Intuitively, if we think of each point in given set as being a nail sticking out from a board, the convex hull is the shape formed by a tight rubber band that surrounds all the nails.

Definition of Convex Hull

The convex hull of a set Q of points is the smallest convex polygon P for which each point in set Q is ether on the boundary of P or in its interior. We denote convex hull of Q as CH(Q).

CH(Q) = {p_o, p_1, p_3, p_10, p₁₂}

Lower Bound on Convex Hull

In order to established the lower bound for convex hull we reduce sorting problem into convex hull problem in the sense that convex hull algorithm can be used to solve sorting problem with little additional work. In other words, if we solve Hull problem quickly, we can solve sorting problem quickly.

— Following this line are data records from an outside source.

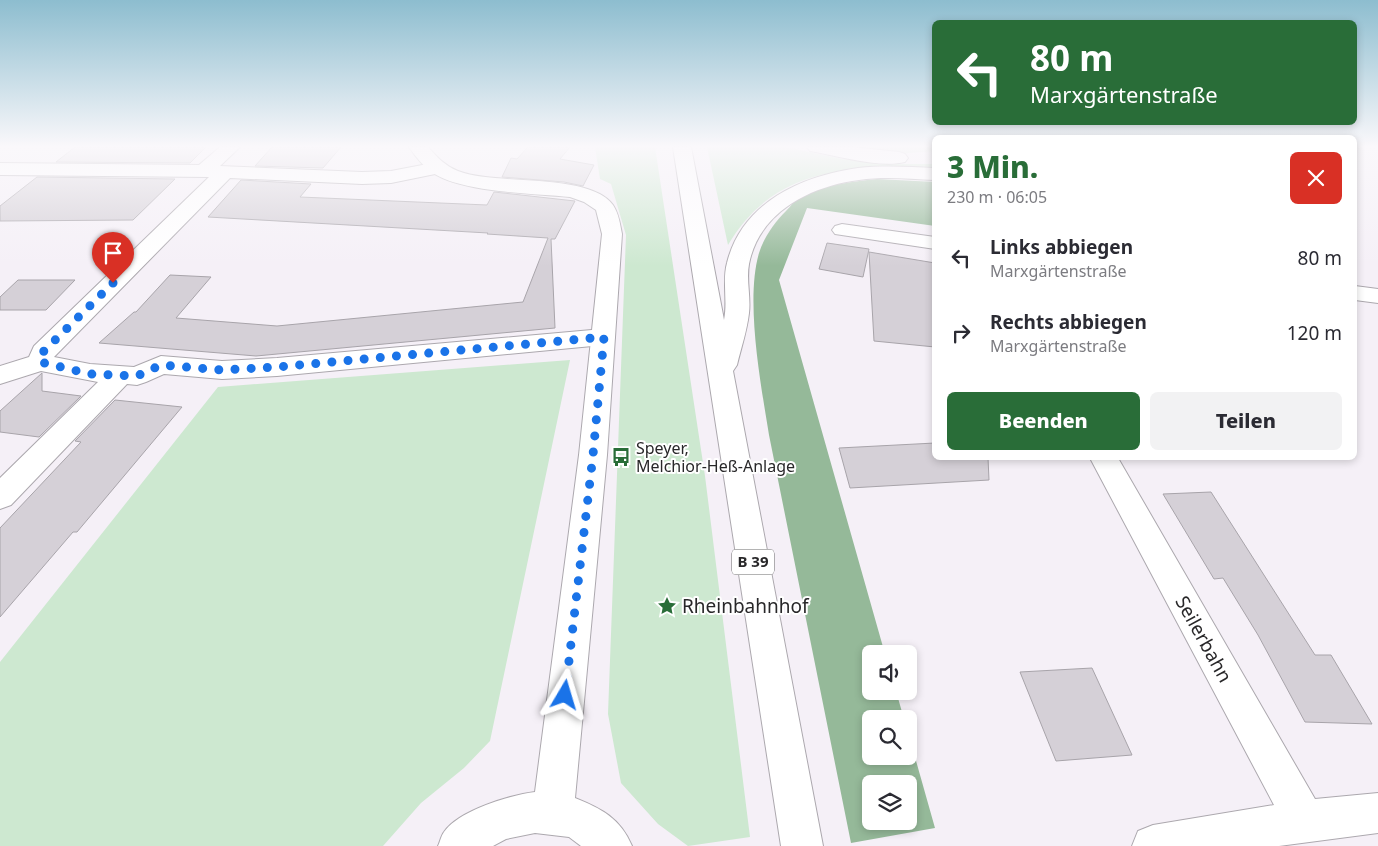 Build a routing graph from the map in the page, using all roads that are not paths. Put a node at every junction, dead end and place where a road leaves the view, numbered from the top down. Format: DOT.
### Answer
graph roads {
  1 [pos="200,186"];
  2 [pos="526,186"];
  3 [pos="689,186"];
  4 [pos="809,186"];
  5 [pos="842,230"];
  6 [pos="932,243"];
  7 [pos="1357,293"];
  8 [pos="1378,296"];
  9 [pos="604,337"];
  10 [pos="40,362"];
  11 [pos="0,375"];
  12 [pos="120,376"];
  13 [pos="721,376"];
  14 [pos="1105,460"];
  15 [pos="0,496"];
  16 [pos="553,812"];
  17 [pos="1374,820"];
  18 [pos="1305,821"];
  19 [pos="459,846"];
  20 [pos="612,846"];
  21 [pos="802,846"];
  22 [pos="1152,846"];
  1 -- 10 [label="street"];
  2 -- 9 [label="street"];
  3 -- 13 [label="street, B 39"];
  4 -- 13 [label="street"];
  5 -- 6 [label="street"];
  7 -- 8 [label="street"];
  9 -- 12 [label="street"];
  9 -- 16 [label="street"];
  10 -- 11 [label="street"];
  10 -- 12 [label="street"];
  12 -- 15 [label="street"];
  13 -- 21 [label="street, B 39"];
  14 -- 18 [label="street, Seilerbahn"];
  16 -- 19 [label="street"];
  16 -- 20 [label="street"];
  17 -- 18 [label="street"];
  18 -- 22 [label="street"];
} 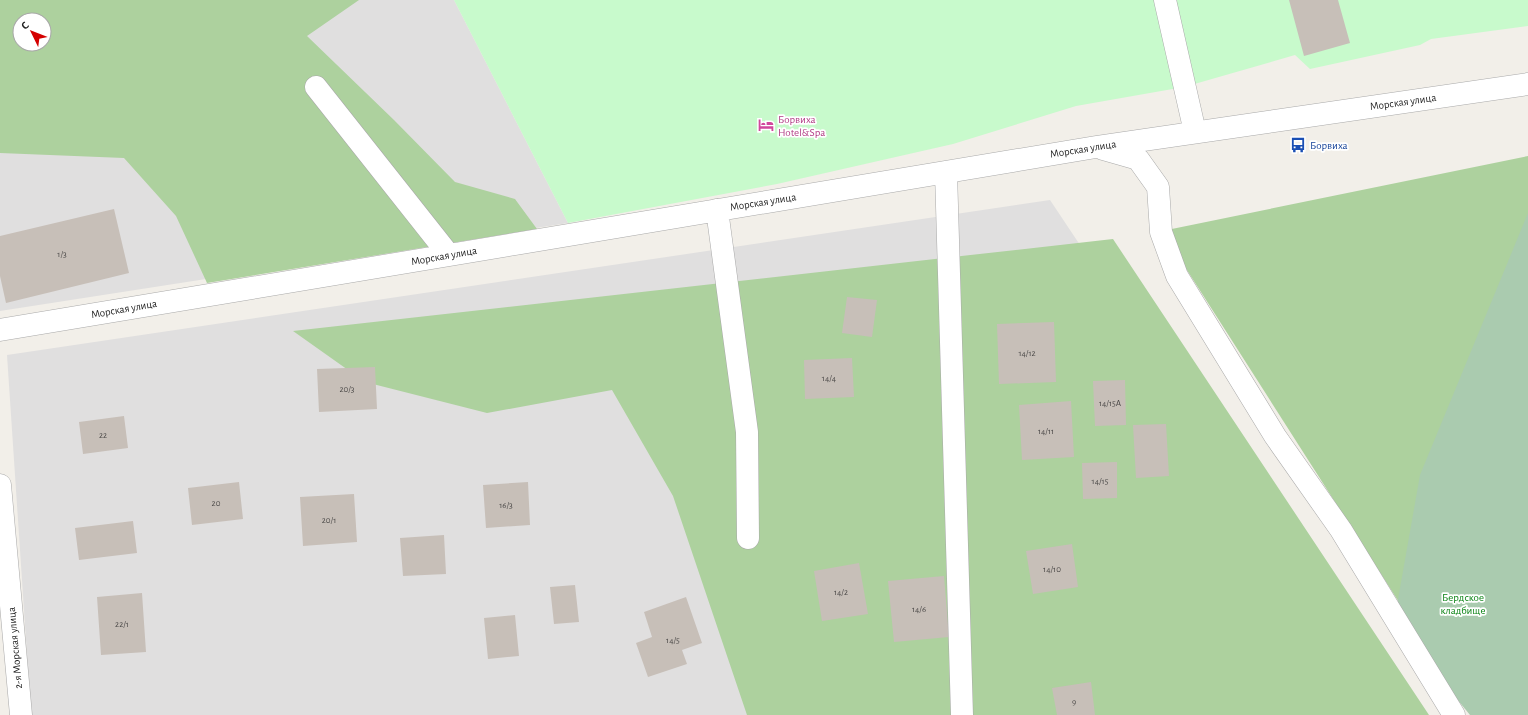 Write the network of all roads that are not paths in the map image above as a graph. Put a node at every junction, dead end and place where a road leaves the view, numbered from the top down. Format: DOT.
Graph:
graph roads {
  1 [pos="1165,0"];
  2 [pos="1528,84"];
  3 [pos="316,87"];
  4 [pos="1196,132"];
  5 [pos="1096,147"];
  6 [pos="946,172"];
  7 [pos="717,210"];
  8 [pos="449,255"];
  9 [pos="0,330"];
  10 [pos="0,485"];
  11 [pos="748,538"];
  12 [pos="21,715"];
  13 [pos="962,715"];
  14 [pos="1454,715"];
  1 -- 4 [label="street"];
  2 -- 4 [label="street, Морская улица"];
  3 -- 8 [label="street"];
  4 -- 5 [label="street, Морская улица"];
  5 -- 6 [label="street, Морская улица"];
  5 -- 14 [label="street"];
  6 -- 7 [label="street, Морская улица"];
  6 -- 13 [label="street"];
  7 -- 8 [label="street, Морская улица"];
  7 -- 11 [label="street"];
  8 -- 9 [label="street, Морская улица"];
  10 -- 12 [label="street, 2-я Морская улица"];
}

Suppose, we are have an unsorted list of numbers to be sorted. <x₁, x₂, …, x_n>, x_i ≥ 0 for all i. Also, suppose we have an algorithm HULL that constructs the convex hull of n points in T(n) time. Our task is to use HULL to solve SORTING in time T(n) + O(n) where the O(n) represents additional time to convert the solution of HULL to the solution of SORTING.
Form the set of two-dimensional points (x_i, x_i²). These points lie on the parabola y = x². Run algorithm HULL to construct the hull. Clearly, every point is on the hull. Identify the lowest point a on the hull in O(n) time; this corresponds to the smallest x_i. The order in which the points occur on the hull counterclockwise from ‘a’ is their sorted order. Thus, we can use HULL algorithm to sort.

What we have showed that if we had a fast algorithm for the HULL, we could sort faster than O(n log n); but this is known to be impossible. This implies that the lower bound of convex hull is same as that of sorting and that is Ω(n log n).